What is required
Within the data below, copy each line where the string "true" is found.

Dataset records:
[Start of Attachment]
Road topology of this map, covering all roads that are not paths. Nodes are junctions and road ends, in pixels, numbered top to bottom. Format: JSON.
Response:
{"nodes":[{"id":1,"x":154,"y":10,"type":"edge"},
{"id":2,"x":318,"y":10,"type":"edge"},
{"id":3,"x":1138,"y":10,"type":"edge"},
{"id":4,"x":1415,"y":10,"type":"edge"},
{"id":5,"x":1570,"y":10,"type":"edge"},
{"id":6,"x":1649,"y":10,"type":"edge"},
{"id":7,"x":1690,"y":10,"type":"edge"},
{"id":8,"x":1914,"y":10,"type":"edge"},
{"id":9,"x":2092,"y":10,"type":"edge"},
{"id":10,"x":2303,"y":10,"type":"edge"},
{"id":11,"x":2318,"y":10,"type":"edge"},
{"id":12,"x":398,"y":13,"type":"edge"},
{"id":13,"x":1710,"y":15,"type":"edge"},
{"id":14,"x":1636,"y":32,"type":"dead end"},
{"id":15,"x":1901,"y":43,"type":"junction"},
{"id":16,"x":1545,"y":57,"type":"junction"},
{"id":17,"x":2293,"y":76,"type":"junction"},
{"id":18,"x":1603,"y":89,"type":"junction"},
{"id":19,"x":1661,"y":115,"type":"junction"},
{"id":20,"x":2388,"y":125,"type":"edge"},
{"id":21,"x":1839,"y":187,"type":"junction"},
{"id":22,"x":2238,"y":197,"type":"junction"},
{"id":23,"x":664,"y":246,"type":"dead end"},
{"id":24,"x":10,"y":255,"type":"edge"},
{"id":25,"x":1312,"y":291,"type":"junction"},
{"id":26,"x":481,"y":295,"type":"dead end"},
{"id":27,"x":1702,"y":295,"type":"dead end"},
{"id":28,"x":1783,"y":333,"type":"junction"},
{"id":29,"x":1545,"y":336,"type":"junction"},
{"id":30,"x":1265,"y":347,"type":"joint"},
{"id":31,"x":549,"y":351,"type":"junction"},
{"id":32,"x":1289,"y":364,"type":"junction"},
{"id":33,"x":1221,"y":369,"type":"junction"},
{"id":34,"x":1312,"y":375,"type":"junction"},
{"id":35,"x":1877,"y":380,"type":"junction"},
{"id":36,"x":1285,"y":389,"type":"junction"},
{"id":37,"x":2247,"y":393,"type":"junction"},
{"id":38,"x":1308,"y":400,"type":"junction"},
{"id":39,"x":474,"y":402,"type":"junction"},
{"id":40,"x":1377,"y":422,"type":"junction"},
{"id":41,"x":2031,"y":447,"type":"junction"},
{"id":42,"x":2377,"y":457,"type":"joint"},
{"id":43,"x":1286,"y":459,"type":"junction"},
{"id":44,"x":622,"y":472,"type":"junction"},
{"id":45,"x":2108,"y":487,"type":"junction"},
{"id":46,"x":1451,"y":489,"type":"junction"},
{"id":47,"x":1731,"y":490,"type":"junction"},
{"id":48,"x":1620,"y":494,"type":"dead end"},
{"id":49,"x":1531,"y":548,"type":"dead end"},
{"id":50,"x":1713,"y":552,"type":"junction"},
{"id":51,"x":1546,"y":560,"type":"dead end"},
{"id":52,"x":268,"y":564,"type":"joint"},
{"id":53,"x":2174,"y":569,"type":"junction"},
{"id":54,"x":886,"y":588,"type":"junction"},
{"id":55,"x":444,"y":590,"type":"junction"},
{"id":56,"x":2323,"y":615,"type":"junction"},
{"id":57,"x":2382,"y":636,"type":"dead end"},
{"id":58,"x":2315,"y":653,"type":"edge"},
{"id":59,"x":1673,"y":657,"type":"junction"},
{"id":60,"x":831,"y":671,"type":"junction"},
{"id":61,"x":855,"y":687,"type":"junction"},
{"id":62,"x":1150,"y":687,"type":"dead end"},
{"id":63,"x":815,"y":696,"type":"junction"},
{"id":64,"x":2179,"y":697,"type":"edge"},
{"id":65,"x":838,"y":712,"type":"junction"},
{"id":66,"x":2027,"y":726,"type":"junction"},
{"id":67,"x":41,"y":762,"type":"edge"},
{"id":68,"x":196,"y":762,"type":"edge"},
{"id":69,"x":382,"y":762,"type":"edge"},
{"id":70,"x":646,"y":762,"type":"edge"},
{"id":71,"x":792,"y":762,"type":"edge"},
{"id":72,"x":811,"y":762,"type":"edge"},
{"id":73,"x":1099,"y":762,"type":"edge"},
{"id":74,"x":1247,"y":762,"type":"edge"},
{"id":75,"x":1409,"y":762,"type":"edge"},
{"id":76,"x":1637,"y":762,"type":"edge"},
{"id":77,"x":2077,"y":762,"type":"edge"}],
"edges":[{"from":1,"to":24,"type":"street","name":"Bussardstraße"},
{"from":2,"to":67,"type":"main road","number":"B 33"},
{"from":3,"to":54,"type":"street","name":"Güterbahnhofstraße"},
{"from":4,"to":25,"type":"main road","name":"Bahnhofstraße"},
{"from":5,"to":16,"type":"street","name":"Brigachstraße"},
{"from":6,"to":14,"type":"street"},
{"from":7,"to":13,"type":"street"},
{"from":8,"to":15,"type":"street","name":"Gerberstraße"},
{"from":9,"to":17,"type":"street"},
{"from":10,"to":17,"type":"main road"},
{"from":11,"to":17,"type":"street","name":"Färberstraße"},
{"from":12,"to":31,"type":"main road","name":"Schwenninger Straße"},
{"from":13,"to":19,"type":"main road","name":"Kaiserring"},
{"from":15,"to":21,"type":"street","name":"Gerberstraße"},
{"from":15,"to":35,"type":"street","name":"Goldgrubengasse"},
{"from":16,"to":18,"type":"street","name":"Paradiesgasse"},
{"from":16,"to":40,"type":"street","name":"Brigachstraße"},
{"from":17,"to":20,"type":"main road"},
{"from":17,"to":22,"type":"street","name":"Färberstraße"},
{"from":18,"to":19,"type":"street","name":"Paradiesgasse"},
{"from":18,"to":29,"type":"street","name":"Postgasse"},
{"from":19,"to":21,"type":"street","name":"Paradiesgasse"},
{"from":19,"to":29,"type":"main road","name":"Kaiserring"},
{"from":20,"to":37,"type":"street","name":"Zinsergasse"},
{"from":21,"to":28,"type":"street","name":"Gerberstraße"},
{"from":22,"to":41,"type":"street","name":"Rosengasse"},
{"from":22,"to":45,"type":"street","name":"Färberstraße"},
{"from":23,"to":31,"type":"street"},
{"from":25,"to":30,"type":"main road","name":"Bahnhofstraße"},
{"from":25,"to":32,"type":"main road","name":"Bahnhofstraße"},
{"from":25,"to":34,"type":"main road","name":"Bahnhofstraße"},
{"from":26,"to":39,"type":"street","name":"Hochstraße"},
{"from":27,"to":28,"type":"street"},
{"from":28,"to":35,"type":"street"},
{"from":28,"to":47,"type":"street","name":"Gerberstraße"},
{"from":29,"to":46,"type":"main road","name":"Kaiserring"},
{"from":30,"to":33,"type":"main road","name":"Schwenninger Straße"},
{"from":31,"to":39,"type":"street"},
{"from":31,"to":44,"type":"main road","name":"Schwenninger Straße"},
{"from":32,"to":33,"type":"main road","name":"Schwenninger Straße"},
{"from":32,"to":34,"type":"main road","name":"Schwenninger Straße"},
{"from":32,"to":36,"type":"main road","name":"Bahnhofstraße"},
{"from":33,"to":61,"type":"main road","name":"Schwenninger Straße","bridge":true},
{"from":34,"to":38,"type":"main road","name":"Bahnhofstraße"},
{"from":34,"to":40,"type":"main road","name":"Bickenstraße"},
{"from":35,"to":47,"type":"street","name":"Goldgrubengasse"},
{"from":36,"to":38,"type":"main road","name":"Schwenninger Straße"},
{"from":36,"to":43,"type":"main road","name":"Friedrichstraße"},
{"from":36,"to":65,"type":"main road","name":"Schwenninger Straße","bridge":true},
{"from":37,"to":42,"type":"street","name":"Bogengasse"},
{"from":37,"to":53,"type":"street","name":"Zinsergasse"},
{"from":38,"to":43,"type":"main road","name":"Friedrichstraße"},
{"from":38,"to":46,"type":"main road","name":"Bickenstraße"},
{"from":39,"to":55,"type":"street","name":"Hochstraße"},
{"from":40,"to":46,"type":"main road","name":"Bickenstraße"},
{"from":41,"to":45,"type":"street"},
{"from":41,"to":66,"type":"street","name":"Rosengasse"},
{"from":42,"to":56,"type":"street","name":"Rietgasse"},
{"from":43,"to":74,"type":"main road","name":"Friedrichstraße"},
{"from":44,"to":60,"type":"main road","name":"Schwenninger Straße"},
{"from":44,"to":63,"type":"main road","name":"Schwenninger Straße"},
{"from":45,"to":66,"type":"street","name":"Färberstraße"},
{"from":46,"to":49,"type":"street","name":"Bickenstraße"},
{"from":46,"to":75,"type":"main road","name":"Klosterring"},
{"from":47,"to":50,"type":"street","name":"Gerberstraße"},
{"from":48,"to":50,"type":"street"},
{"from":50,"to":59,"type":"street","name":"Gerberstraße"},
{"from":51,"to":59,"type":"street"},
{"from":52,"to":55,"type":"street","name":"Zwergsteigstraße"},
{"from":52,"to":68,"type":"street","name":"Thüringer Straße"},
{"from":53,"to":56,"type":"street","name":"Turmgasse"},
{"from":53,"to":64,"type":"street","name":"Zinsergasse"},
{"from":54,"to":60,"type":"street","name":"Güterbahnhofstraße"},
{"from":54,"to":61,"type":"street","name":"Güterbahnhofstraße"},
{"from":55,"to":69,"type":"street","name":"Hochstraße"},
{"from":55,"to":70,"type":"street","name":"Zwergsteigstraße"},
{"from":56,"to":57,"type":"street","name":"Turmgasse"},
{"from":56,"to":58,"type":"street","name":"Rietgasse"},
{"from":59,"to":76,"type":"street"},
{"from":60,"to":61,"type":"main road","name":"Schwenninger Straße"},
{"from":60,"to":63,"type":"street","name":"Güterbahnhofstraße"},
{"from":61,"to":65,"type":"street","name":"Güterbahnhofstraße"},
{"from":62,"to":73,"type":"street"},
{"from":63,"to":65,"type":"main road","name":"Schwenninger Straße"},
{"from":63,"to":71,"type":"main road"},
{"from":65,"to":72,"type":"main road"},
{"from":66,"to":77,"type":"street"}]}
[End of Attachment]
Completed task
{"from":33,"to":61,"type":"main road","name":"Schwenninger Straße","bridge":true},
{"from":36,"to":65,"type":"main road","name":"Schwenninger Straße","bridge":true},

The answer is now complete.